Aslında işitmenin fiziği veya kimyası ile ilgili çözümlenmiş pek çok yön bulunduğu gibi, çözülememiş pek çok hayret verici sır vardır. Ses fizikî, işitme “psikofizyolojik” bir hadisedir. Ses, maddî ortamın, meselâ havanın titreşmesi ve titreşimin madde içinde nakledilmesidir. İşitme, bu titreşimin kulak tarafından alınarak idrak edilmesidir. Kulağın ve işitmenin fizikî yapısı, uzmanlar tarafından şöyle izah edilir:

Kulağımızın içindeki koklen bölgesi sıvıyla dolu. Ses titreşimleri bu sıvı içindeki tüyleri titreştirir. Meydana gelen elektrik akımı, her insanda 25-30 bini bulan sinir liflerine intikal eder. Buradan da beyne iletilir. Genç bir insan kulağı, saniyede 16 ila 20 bin arasındaki titreşimleri duyabilir. Normalde kulaklarımız, bu rakamların altı ve üstündeki sesleri duymayacak şekilde dizayn edilmiştir.

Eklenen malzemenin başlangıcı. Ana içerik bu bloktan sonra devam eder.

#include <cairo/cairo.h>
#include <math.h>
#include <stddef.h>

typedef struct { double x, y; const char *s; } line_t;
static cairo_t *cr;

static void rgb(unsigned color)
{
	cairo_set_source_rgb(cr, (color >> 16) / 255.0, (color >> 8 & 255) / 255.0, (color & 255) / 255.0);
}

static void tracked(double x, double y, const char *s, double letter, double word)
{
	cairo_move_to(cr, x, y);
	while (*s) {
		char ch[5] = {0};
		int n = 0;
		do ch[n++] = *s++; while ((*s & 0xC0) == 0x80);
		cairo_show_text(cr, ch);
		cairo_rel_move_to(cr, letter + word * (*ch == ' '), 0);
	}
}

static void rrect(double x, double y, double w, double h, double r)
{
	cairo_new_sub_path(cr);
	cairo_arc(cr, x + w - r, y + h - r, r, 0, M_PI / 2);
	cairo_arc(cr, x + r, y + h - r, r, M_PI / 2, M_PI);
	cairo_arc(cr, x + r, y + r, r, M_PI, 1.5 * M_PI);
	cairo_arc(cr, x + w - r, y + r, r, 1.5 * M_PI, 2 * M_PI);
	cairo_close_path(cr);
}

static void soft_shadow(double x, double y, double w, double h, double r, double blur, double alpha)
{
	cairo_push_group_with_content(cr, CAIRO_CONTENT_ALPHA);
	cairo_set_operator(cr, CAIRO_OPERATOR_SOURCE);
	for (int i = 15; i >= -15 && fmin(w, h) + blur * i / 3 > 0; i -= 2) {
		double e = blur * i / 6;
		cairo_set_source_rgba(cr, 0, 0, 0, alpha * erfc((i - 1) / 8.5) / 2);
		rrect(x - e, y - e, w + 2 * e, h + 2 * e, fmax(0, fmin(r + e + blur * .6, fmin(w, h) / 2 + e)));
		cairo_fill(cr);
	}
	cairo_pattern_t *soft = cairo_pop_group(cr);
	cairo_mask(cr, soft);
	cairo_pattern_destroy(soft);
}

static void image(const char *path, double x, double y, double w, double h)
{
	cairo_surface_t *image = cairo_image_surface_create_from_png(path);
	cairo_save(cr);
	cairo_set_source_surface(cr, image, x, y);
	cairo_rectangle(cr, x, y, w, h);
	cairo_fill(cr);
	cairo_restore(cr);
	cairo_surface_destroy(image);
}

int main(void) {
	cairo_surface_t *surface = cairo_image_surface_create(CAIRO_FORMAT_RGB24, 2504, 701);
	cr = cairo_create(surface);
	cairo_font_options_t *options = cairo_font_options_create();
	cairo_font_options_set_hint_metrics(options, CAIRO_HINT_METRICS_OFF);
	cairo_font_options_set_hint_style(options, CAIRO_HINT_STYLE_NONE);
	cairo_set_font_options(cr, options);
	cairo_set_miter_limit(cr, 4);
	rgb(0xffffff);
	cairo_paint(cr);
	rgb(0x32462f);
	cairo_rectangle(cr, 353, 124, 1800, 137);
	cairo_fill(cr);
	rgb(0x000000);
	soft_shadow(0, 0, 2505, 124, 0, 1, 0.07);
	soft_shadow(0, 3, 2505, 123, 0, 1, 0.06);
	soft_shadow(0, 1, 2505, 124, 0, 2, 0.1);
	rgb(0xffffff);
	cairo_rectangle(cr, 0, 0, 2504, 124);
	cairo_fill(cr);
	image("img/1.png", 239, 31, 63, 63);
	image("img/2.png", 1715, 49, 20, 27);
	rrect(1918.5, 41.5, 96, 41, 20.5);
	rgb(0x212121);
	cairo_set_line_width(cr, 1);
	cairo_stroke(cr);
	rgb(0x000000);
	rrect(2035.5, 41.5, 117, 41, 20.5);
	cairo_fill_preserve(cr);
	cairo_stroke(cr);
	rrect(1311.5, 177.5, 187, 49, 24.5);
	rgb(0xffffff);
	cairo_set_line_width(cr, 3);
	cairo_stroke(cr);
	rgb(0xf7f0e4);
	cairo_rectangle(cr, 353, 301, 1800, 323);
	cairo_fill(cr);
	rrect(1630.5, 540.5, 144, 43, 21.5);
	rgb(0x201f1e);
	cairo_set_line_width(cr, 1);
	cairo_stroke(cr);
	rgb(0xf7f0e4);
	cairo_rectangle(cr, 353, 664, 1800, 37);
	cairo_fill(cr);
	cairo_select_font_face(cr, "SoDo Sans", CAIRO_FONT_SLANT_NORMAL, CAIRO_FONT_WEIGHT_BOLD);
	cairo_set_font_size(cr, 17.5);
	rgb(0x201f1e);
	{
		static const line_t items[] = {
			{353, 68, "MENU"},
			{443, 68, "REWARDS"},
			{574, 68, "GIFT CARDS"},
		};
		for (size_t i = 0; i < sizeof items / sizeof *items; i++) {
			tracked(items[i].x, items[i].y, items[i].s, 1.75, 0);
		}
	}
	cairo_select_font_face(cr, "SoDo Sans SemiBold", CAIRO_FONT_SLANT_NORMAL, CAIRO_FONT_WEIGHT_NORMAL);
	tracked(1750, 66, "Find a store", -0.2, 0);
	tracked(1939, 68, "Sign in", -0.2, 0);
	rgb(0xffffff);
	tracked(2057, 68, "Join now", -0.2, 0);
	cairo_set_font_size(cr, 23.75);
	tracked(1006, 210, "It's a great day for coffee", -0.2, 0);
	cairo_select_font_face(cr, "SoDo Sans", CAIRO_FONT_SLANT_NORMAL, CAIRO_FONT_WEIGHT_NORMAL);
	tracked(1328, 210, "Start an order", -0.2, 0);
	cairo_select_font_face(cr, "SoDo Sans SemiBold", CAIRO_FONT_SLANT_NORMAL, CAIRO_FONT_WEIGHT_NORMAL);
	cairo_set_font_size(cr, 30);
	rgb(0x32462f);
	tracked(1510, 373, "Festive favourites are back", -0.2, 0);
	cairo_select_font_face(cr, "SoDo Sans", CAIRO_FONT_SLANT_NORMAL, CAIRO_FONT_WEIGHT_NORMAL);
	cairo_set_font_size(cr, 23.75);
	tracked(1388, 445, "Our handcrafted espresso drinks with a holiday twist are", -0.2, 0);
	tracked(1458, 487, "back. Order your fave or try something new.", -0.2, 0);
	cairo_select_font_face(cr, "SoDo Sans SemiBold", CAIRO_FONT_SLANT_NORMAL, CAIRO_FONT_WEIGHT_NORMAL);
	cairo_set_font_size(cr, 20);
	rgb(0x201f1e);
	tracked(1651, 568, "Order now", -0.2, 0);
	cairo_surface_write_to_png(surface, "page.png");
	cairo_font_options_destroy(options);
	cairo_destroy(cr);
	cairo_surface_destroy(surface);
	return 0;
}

Bazı hayvanların işitme duyarlılıkları bizden farklıdır. Meselâ akrep, her türlü hareketi, sesi ve titreşimi ayaklarındaki alıcılarla “görür!” Alıcıları o kadar hassas ki, yakınındaki bir canlının kumda sebep olduğu titreşimleri saniyenin 1/1000’i bir sürede “algılar.” Deve, 60 kilometre mesafeden, “bad-ı semun” denen zehirli çöl fırtınasını anlar. Kedi, köpek, tavuk gibi evcil hayvanlar, depremin titreşimlerini alarak haber verirler. Kedi, baykuş, yılan gibi birçok hayvan, karanlıkta görebilecek bir özellikte yaratıldığından, gece avlanır. Ruhanîlerin gözleri, metafizik âlemi görecek şekilde dizayn edilmiştir…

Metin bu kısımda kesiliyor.